On Wed, 19 Mar 2014, sctvguy1 wrote:


I also had a Star Roamer, got it from a radio guy who restores old radios
in Orlando. It was stone deaf!
I started SWL'ing in the 6th grade, around 1963. I got the usual "big"
station QSLs, i.e., BBC, DW, Radio Moscow, Prague, Bulgaria, Spain,
Vatican, Peking, Havana, etc. I still have them in a shoe box. I also
had the Electronics Illustrated "SWL Certificate" that was given by the
magazine, the editor was a bearded guy, can't remember his name.


Was it Tom Kneitel? He certainly wrote for Electronics Illustrated,
stories about Radio Swan and certainly when I started reading it at the
beginning of 1971, he had a sort of Q&A column, "Uncle Tom's Cabin" if I
remember properly, that was more a chance for him to give snarky replies
to letter writers.

The magazines would run plenty of fiction, short stories related to
electronics and radio. One was about some local radio club having a
contest, and someone getting their last QSL card by some freak accident,
someone else challenging them, until he proved that he could hear the
station despite not having a receiver to tune that frequency, by some
scheme that involved NAA at some really low frequency.

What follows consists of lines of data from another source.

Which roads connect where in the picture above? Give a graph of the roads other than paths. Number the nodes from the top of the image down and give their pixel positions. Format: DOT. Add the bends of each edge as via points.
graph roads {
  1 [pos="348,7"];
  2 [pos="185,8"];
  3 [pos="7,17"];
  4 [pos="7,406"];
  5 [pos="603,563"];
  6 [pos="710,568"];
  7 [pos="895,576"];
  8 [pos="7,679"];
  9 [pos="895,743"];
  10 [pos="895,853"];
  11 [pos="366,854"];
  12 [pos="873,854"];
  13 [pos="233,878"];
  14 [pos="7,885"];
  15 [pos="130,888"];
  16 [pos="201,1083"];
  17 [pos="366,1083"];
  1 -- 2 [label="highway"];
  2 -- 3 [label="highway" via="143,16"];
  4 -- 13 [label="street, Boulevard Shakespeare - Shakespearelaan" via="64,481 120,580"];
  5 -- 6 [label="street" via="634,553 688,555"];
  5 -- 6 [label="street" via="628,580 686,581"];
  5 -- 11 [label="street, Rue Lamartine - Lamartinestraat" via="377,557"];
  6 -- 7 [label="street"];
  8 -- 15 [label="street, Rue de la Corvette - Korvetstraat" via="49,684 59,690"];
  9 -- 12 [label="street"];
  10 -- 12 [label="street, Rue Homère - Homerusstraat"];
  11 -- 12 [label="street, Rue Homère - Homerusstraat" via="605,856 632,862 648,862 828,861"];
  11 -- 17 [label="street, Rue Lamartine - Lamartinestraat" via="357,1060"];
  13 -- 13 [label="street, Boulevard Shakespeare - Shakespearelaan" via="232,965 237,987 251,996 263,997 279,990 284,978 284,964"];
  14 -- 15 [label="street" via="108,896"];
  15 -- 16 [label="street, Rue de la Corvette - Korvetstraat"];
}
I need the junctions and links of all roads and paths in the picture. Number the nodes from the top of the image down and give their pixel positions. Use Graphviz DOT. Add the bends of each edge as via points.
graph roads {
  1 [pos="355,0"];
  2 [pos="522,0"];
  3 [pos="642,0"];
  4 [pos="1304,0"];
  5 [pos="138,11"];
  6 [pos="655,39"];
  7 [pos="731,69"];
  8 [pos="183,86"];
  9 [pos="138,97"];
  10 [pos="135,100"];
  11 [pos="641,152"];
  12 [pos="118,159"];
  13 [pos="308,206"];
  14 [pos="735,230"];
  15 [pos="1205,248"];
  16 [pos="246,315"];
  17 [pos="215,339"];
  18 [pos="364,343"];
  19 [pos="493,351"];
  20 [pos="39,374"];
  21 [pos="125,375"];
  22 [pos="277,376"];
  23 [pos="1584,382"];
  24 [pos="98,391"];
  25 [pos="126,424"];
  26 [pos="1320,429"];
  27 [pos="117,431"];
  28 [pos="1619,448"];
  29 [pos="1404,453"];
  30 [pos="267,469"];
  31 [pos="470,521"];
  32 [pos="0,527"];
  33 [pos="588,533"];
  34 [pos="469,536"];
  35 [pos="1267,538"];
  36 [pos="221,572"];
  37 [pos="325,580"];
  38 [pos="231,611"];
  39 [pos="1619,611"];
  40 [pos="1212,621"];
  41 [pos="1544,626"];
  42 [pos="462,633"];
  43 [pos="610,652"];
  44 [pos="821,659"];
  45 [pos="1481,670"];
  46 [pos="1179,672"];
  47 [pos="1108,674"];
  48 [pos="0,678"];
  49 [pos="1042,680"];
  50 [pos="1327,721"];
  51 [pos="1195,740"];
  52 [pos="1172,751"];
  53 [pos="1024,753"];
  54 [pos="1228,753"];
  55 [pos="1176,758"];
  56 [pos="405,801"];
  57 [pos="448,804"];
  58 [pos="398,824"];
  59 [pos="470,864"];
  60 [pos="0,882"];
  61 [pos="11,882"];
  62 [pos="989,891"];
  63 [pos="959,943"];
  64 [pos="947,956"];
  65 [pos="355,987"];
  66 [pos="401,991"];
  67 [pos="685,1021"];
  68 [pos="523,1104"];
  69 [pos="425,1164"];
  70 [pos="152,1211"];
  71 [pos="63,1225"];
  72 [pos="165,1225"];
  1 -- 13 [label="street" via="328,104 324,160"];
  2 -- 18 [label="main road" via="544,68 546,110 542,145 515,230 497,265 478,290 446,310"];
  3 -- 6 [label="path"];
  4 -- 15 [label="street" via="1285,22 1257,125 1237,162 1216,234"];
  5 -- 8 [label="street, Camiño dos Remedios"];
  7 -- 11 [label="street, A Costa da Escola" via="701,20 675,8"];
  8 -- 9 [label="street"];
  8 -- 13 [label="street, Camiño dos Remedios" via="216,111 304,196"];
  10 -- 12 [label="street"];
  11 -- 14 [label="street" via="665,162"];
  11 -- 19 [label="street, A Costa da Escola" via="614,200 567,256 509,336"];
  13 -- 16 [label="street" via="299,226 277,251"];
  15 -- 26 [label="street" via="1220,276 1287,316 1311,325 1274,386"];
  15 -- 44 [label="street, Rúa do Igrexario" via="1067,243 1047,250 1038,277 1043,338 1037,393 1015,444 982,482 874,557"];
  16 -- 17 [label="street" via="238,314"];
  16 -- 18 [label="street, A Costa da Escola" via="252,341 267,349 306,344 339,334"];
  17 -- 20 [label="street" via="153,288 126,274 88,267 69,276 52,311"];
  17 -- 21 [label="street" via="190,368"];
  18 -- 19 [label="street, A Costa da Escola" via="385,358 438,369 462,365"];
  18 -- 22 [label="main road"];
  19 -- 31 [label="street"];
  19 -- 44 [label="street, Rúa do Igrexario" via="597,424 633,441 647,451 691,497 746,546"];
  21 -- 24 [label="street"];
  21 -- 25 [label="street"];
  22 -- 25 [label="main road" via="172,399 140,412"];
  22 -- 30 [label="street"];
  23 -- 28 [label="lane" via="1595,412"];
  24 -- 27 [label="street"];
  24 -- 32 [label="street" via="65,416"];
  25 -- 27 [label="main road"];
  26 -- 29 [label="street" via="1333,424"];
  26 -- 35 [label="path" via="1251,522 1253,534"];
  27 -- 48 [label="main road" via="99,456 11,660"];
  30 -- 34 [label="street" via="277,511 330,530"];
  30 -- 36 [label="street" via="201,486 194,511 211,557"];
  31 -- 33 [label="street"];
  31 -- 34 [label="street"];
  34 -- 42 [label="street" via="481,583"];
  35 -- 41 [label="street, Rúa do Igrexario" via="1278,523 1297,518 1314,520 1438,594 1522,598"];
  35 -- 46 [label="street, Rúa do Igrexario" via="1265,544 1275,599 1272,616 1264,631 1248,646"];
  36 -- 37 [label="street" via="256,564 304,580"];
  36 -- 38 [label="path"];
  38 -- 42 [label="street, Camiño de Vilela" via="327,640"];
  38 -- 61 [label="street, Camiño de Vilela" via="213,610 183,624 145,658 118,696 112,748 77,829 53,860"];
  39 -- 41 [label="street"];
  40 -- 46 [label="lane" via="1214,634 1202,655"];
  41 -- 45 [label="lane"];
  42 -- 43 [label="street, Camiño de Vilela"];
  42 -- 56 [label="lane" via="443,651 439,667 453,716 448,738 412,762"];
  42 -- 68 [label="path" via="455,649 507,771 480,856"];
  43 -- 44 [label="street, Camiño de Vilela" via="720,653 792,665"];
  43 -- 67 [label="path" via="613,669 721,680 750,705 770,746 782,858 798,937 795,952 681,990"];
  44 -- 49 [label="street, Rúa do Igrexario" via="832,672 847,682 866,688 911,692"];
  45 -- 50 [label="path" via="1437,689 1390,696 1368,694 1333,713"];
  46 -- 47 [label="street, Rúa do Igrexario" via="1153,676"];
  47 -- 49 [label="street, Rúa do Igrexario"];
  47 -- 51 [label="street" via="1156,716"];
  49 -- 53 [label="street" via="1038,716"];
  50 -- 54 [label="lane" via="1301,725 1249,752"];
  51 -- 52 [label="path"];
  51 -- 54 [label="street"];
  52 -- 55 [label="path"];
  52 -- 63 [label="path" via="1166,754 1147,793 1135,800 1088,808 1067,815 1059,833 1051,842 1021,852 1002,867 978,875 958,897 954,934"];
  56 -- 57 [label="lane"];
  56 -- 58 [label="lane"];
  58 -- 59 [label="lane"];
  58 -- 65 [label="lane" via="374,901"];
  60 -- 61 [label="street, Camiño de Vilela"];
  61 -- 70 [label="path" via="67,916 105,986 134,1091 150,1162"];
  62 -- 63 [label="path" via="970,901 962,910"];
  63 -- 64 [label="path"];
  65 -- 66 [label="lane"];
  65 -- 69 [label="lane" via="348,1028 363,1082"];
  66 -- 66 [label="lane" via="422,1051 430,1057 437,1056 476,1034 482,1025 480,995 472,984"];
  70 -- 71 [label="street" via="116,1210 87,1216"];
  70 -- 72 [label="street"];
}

But i think Electronics Illustrated took the cake with the contest they
had in 1971. A big announcement, and pages of equipment that would be the
prizes, all that neat stuff when it was all so new to me. And then
followup announcements, you had to get QSL cards from a certain number of
countries or stations.

If they ever announced the winners, I don't remember. At the very best,
it was a low key thing, "here are the winners", not matching the
announcement of the contest.

Of course, the magazine folded into Mechanix Illustrated towards the end
of 1972, a special section for a few months and then it was gone.